*** Opening of Records for this exercise ***

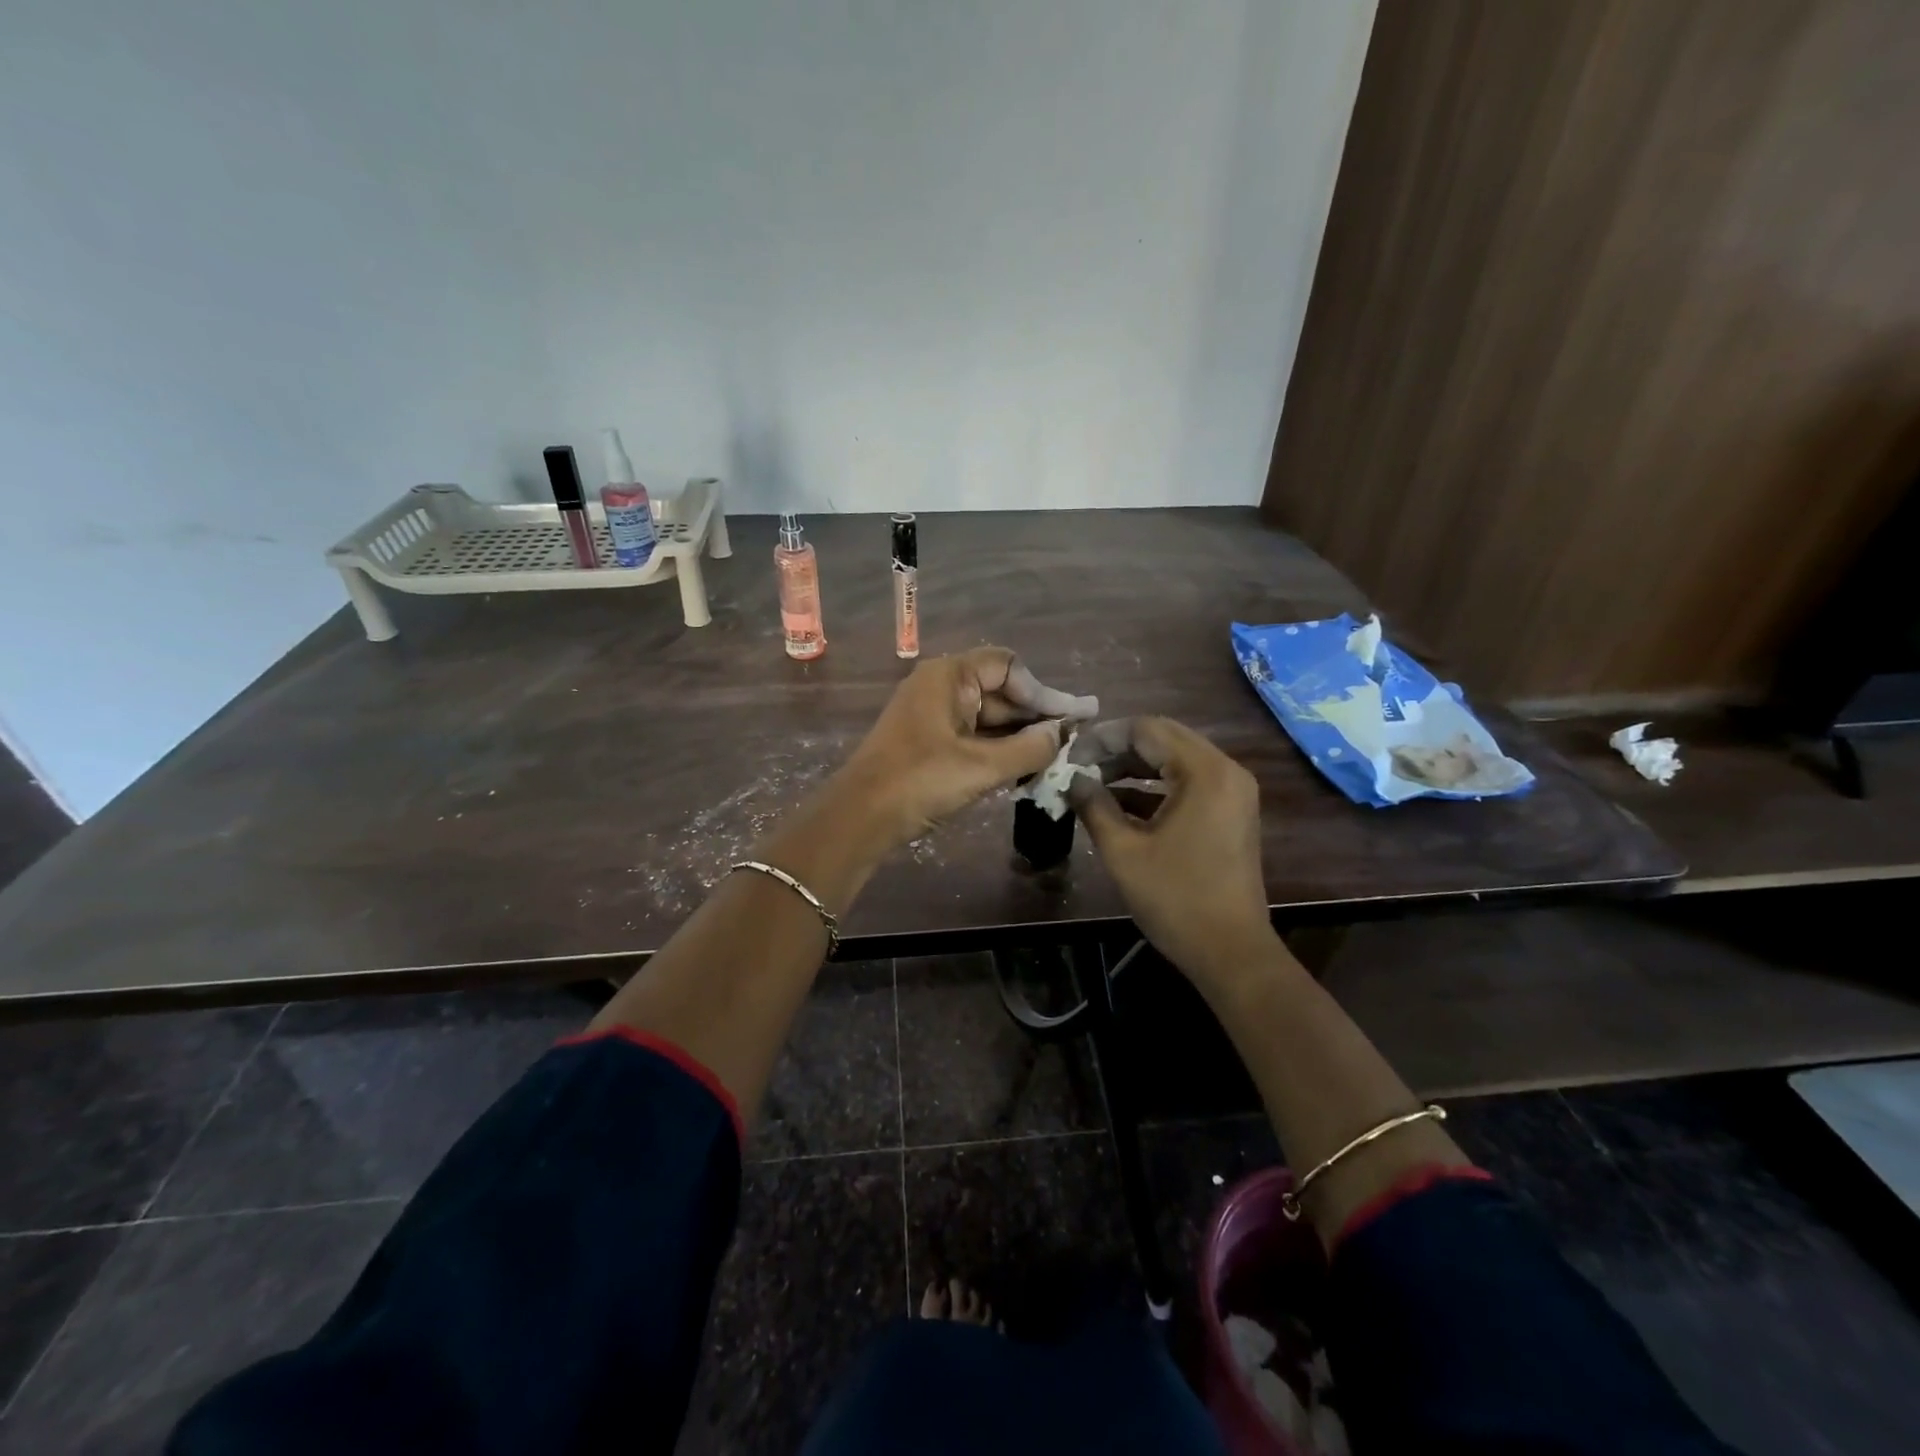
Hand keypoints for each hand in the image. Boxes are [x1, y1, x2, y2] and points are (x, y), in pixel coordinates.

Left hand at [837, 647, 1098, 846]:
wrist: (859, 818)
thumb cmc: (919, 781)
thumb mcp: (981, 766)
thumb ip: (1029, 748)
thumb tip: (1062, 734)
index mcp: (949, 676)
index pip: (1008, 666)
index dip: (1042, 691)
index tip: (1071, 719)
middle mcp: (940, 687)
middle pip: (999, 691)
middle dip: (1035, 716)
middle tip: (1075, 740)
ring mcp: (932, 715)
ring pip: (987, 717)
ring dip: (1019, 736)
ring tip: (1057, 758)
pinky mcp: (927, 743)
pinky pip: (972, 737)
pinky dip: (998, 750)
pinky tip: (1024, 769)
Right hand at [1067, 717, 1274, 986]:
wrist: (1231, 952)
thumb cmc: (1176, 899)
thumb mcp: (1123, 851)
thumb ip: (1094, 805)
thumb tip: (1072, 779)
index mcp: (1204, 772)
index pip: (1146, 729)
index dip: (1102, 738)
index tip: (1069, 756)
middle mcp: (1225, 770)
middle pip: (1163, 738)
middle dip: (1116, 748)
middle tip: (1078, 766)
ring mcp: (1232, 791)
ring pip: (1174, 759)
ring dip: (1133, 766)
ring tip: (1091, 781)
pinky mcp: (1230, 811)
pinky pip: (1187, 782)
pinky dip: (1153, 787)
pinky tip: (1117, 802)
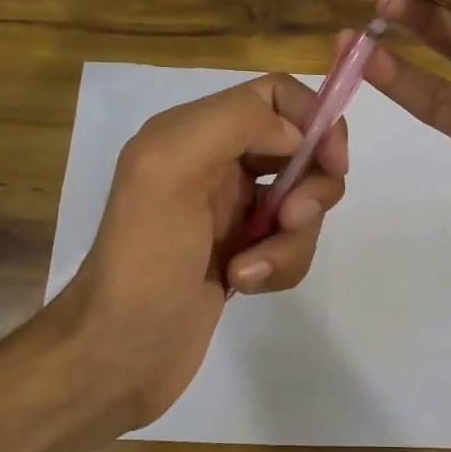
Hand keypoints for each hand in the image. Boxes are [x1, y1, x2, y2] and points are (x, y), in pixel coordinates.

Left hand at [49, 72, 347, 430]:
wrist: (119, 355)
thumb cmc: (144, 260)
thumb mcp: (169, 170)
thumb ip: (233, 123)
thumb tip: (296, 135)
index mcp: (194, 131)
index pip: (275, 96)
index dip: (314, 119)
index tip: (332, 161)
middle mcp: (216, 164)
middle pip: (300, 150)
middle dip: (310, 187)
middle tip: (291, 218)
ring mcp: (230, 212)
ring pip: (301, 203)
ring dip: (291, 238)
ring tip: (250, 270)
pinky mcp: (243, 254)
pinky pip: (290, 245)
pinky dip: (280, 265)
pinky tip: (244, 286)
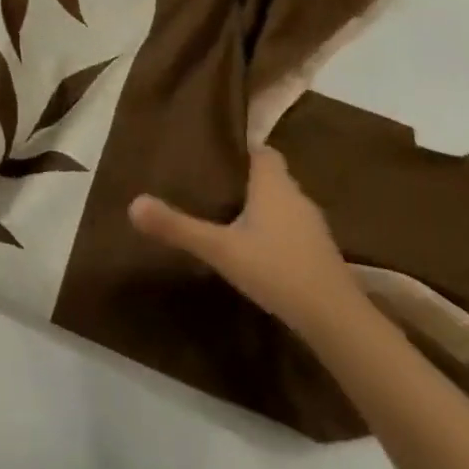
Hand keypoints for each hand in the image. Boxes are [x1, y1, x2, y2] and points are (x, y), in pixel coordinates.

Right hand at [130, 147, 366, 337]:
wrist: (336, 320)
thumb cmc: (276, 270)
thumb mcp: (218, 248)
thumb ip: (176, 226)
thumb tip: (132, 204)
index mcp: (274, 186)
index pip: (262, 151)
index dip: (240, 148)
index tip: (213, 152)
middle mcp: (297, 198)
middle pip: (270, 176)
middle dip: (242, 177)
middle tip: (207, 182)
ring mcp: (312, 227)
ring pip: (280, 203)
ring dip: (257, 204)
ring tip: (223, 211)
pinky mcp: (318, 252)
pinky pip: (289, 227)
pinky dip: (270, 228)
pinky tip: (250, 244)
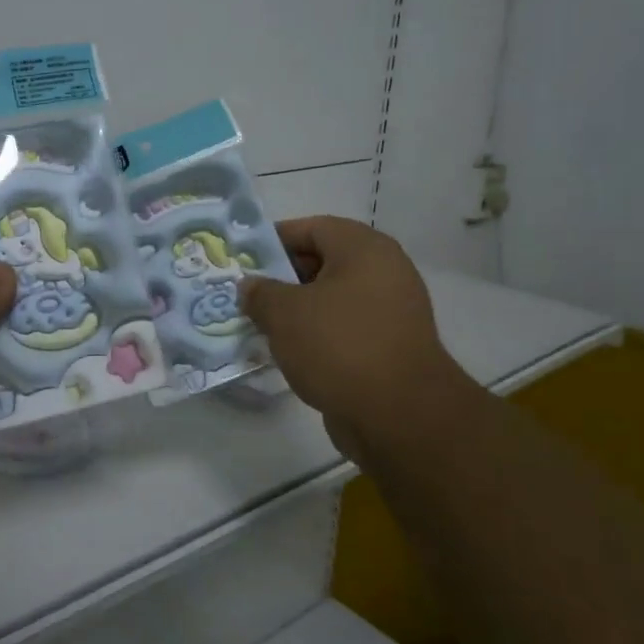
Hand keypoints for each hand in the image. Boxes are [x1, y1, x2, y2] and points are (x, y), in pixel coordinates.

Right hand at [239, 216, 474, 467]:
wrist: (400, 416)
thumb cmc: (339, 346)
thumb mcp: (285, 313)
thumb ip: (261, 293)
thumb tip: (250, 287)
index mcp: (364, 249)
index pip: (311, 228)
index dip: (273, 240)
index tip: (243, 259)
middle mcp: (384, 271)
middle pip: (323, 262)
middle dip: (282, 277)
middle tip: (247, 294)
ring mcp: (391, 311)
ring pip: (332, 299)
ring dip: (297, 310)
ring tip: (260, 324)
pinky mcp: (389, 347)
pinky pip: (344, 329)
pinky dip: (317, 335)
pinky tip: (289, 352)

*** Close of Records for this exercise ***

- **Directions**: The answer should hold every entry exactly as given and no pictures at all.

- **Solution to the problem**:
Hand keypoints for each hand in the image. Boxes are [x1, y1, x2, y2] and points are (x, y), in pixel coordinates.

Left hand at [837, 647, 1098, 846]:
wrist: (859, 818)
thumb cmc: (919, 781)
thumb mcp: (981, 766)
thumb ip: (1029, 748)
thumb tip: (1062, 734)
index mcp: (949, 676)
index pip: (1008, 666)
index dip: (1042, 691)
index tip: (1071, 719)
middle mcp: (940, 687)
middle pip: (999, 691)
middle dip: (1035, 716)
middle tip: (1075, 740)
ring mcp: (932, 715)
ring pip: (987, 717)
ring dip: (1019, 736)
ring tip: (1057, 758)
pinky mcp: (927, 743)
pinky pip: (972, 737)
pinky dip: (998, 750)
pinky tip: (1024, 769)
Right hand at [1067, 717, 1274, 986]:
wrist: (1231, 952)
thumb cmc: (1176, 899)
thumb mcp: (1123, 851)
thumb ip: (1094, 805)
thumb tip: (1072, 779)
index mcp: (1204, 772)
index pip: (1146, 729)
index dip: (1102, 738)
index tip: (1069, 756)
middle mcp: (1225, 770)
middle pip: (1163, 738)
middle dip: (1116, 748)
middle tip: (1078, 766)
ring mcp: (1232, 791)
ring pip: (1174, 759)
ring dip: (1133, 766)
ring tip: (1091, 781)
pinky mcp: (1230, 811)
pinky pip: (1187, 782)
pinky dip: (1153, 787)
pinky tip: (1117, 802)
Hand keypoints for each hand in the image. Boxes are [x1, y1, x2, y2] and points are (x, y), in pixel coordinates.

Left hand at [49, 72, 347, 430]:
wrist: (119, 355)
thumb cmc: (144, 260)
thumb mcp: (169, 170)
thumb ip: (233, 123)
thumb tip: (296, 135)
index mcp: (194, 131)
index pip: (275, 96)
index dip: (314, 119)
index tip: (332, 161)
middle mcp: (216, 164)
middle pip: (300, 150)
middle dip: (310, 187)
middle tip: (291, 218)
ring mcp: (230, 212)
ring pip: (301, 203)
ring dip: (291, 238)
ring tip: (250, 270)
pinky mcp: (243, 254)
pinky pip: (290, 245)
pinky dip: (280, 265)
pinky tip: (244, 286)
Hand keypoints for each hand in the image. Boxes are [x1, y1, x2, y2] and points are (x, y), in pixel coordinates.

Right hand at [130, 147, 366, 337]:
wrist: (336, 320)
thumb cmc: (276, 270)
thumb mcp: (218, 248)
thumb ip: (176, 226)
thumb tip: (132, 204)
index mcp: (274, 186)
index pip: (262, 151)
index dip: (240, 148)
index tip: (213, 152)
middle mcp: (297, 198)
middle pip: (270, 176)
middle dip: (242, 177)
middle tip: (207, 182)
ring mcp: (312, 227)
ring pip: (280, 203)
ring dip: (257, 204)
ring tip: (223, 211)
pinky mcp: (318, 252)
pinky pip: (289, 227)
pinky dip: (270, 228)
pinky tip: (250, 244)
Hand keypoints for each hand in the image. Boxes are [x1, y1, x2, y2] and points are (x, y), in pixel coordinates.

Right hand at [239, 216, 474, 467]:
wrist: (400, 416)
thumb cmc: (339, 346)
thumb mcp: (285, 313)
thumb ip: (261, 293)
thumb tip: (250, 287)
index mcp: (364, 249)
index pip: (311, 228)
index dip: (273, 240)
index tip: (243, 259)
middle mcp: (384, 271)
middle pip: (323, 262)
middle dip: (282, 277)
middle tip: (247, 294)
ring mcp: (391, 311)
ring pip: (332, 299)
ring dip: (297, 310)
ring tip: (260, 324)
pinky mcp: (389, 347)
pinky pip: (344, 329)
pinky dip: (317, 335)
pinky tip: (289, 352)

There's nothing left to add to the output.